Bussiness
LCBO workers are in a weak position — but it’s a stronger one than they’ll ever hold again | TVO Today
People walk past an LCBO in Toronto in December 2021. (Rachel Verbin/CP)
Those of us who’ve been of legal drinking age for (mumblemumble) years have had to deal with possible LCBO strikes in the past. The near-miss in 2009 was particularly memorable for me, as I was, at that point, in what I think of as “peak house-party years,” so the threat of a summer disruption to the alcohol supply was the kind of thing that caused actual consternation.
Fast-forward 15 years, and an actual LCBO strike means having to do a brief bit of mental calculation about where I’ll shop instead. The alcohol market in Ontario has changed dramatically in the intervening years — and not just in the most obvious ways.
The decision nearly a decade ago to allow the sale of wine and beer in grocery stores certainly added more options for consumers. According to the LCBO’s official communications, its warehouses will continue to operate, so that channel for alcohol should remain open — though, of course, disruptions ought to be expected. If nothing else, OPSEU members know where the warehouses are, meaning they can put their pickets in places that disrupt the easy movement of trucks.

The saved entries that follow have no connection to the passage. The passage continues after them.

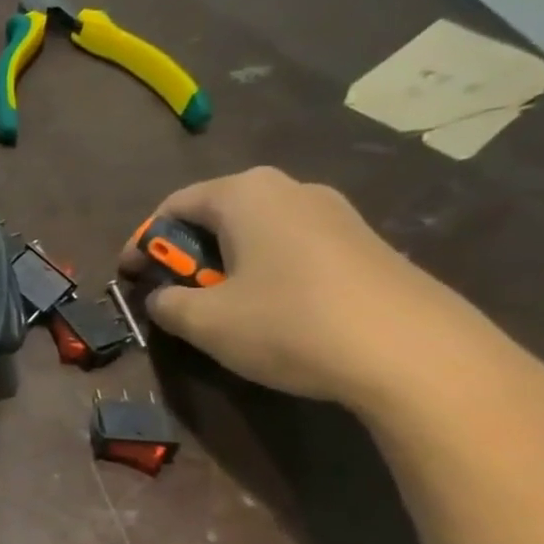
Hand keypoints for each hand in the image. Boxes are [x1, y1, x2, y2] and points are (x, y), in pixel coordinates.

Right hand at [120, 167, 520, 411]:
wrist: (416, 354)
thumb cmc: (289, 324)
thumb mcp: (205, 322)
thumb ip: (167, 304)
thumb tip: (163, 298)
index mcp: (245, 194)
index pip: (173, 206)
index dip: (142, 242)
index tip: (127, 277)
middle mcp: (291, 189)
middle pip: (217, 213)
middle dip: (185, 252)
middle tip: (172, 291)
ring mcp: (337, 214)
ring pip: (258, 231)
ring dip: (226, 263)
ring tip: (219, 305)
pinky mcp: (367, 244)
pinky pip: (294, 248)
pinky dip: (265, 271)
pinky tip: (271, 311)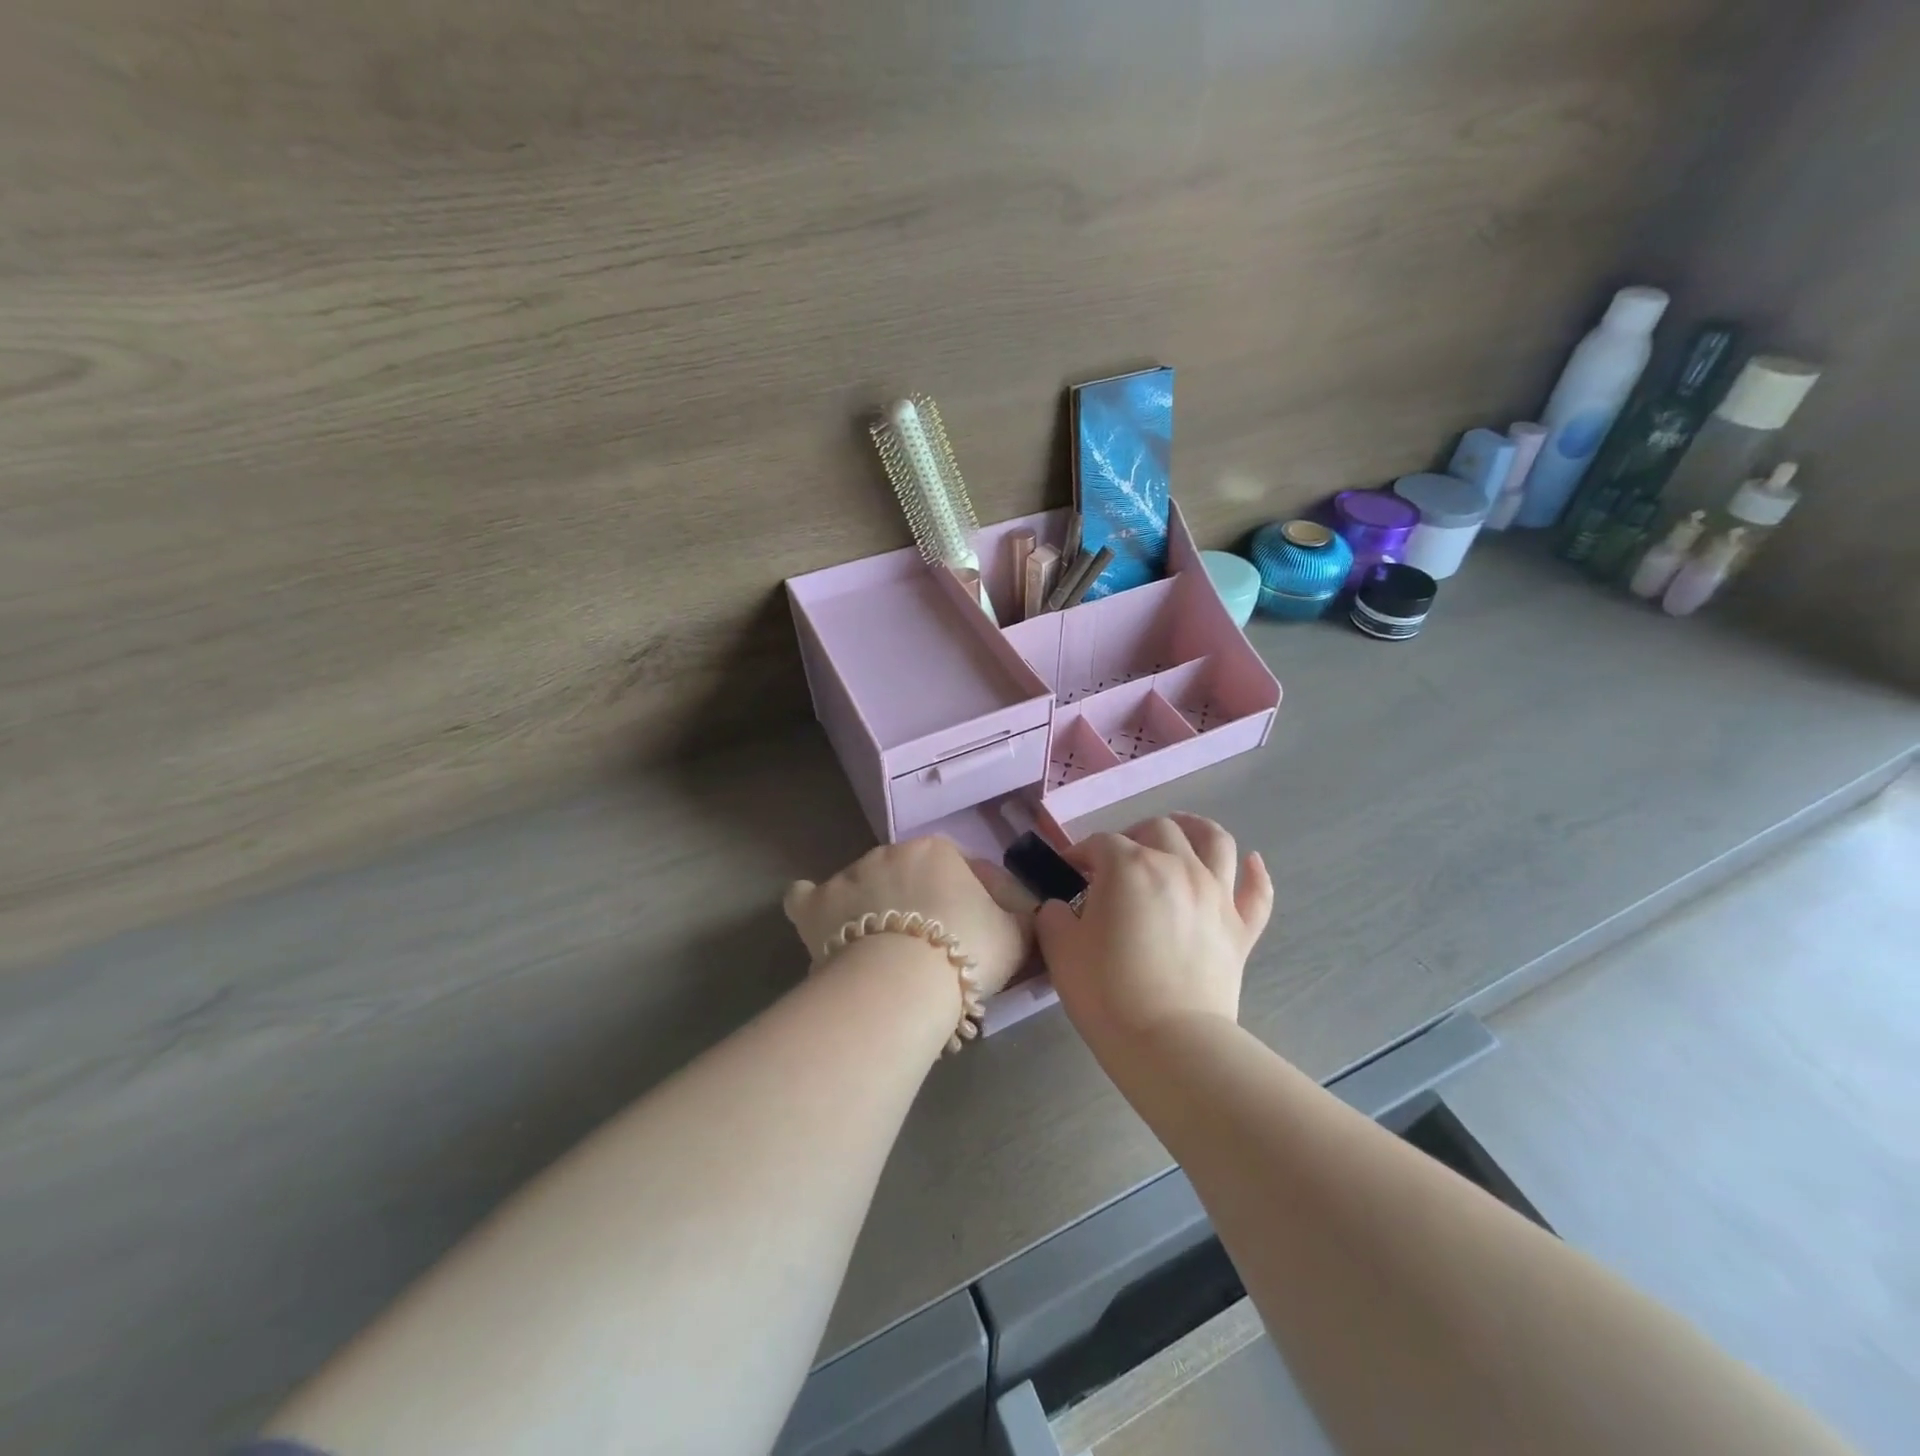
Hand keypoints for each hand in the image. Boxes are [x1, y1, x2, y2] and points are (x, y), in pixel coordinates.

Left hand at [783, 836, 1034, 996]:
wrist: (902, 983)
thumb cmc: (965, 950)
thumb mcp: (1013, 936)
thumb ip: (1021, 919)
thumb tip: (1027, 915)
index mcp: (937, 851)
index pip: (957, 868)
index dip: (967, 900)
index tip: (970, 933)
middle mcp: (889, 852)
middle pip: (906, 876)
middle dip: (916, 902)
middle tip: (925, 945)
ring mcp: (848, 874)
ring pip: (861, 885)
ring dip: (871, 907)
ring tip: (879, 949)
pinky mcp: (815, 905)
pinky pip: (807, 898)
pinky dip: (814, 909)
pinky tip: (822, 925)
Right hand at [1036, 814, 1271, 1049]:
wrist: (1168, 1042)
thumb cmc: (1106, 992)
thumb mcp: (1060, 948)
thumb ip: (1055, 915)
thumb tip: (1062, 907)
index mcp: (1129, 866)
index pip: (1100, 843)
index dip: (1080, 853)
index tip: (1068, 873)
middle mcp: (1177, 866)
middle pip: (1157, 829)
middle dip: (1132, 836)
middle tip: (1117, 862)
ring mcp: (1216, 894)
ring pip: (1215, 840)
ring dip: (1195, 829)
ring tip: (1181, 832)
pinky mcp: (1241, 928)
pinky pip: (1256, 890)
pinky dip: (1255, 873)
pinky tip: (1250, 862)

While that was the highest-profile change in alcohol sales — and the sale of alcohol in private stores is central to the current labour dispute — it misses some of the more subtle, but at least as important, changes in the alcohol market that have contributed to weakening the LCBO’s hold on the alcohol trade. As the province has worked to encourage the growth of craft brewers and distillers and smaller winemakers, it’s progressively adopted more policies that allow alcohol makers to sell into the market in ways that don’t go through the LCBO at all.
Most obviously, small brewers are allowed to sell directly out of their premises, something that has become more important as they spring up all over Toronto and in cities around the province. (My nearest source of beer isn’t a grocery store, beer store, or LCBO, but a craft brewer that had the misfortune to open at the beginning of COVID but has nevertheless thrived.) Beer, wine, and cider can be sold off-site at farmer’s markets, and the province has relaxed the rules around delivering alcohol from licensed bars and restaurants or simply direct to consumers — albeit not as aggressively as alcohol vendors would like.
The LCBO’s role in liquor retail, in short, is decidedly smaller than it was even a decade ago — and that’s before the Ford government’s announced plan to speed up the expansion of sales in corner stores. Unlike Ford’s more recent decision, most of these measures have largely been uncontroversial: Who, after all, was going to rail against a small brewer being able to sell some cans under a tent at a farmer’s market? Who thought bars and restaurants needed fewer supports during COVID?
This is one of those cases in which the cumulative effects of relatively small changes — tweaks you would barely have noticed unless you worked in the industry (or were paid to pay attention to it) — have quietly but substantially reshaped the sector. And while some of these changes long predate Ford’s time in government, they are also inescapably tied up in the strike that began this morning at midnight. OPSEU workers can see which way the wind is blowing: it’s pushing the province’s liquor agency to a much-reduced role.
To put it bluntly, LCBO workers are in a weaker position today than they’ve ever been — yet this may be the strongest one they’ll ever hold again, particularly if they don’t carve out some major exceptions to the Ford government’s plans for corner-store alcohol. It’s no accident that the union is trying to keep premade ready-to-drink cocktails (think White Claw and its cousins) exclusive to the LCBO.
The problem for the union is at least twofold. As I’ve said before, once Ford has taken the political heat for finally implementing corner-store beer and wine, no future government is going to substantially reverse the move, regardless of election outcome. Of more immediate consequence: the government could simply go around the union altogether and relax at least some of the regulatory rules that give the LCBO its power, making it easier (for example) for vendors to deliver directly to consumers. The current rules are spelled out in regulation and could be changed by ministerial fiat — something that wouldn’t require MPPs to return to Queen’s Park.
Government sources who spoke with TVO Today on background say this isn’t currently being considered as a means of short-circuiting the strike; labour disputes are unpredictable, however, and the longer one goes on, the less control anyone has over where it ends. Perhaps the Ford government will decide to back down on the ready-to-drink cocktail issue, though I’m skeptical. And that leaves OPSEU in the unenviable position of trying to win what it can for its members, while knowing this will likely be the best chance it’ll ever get again.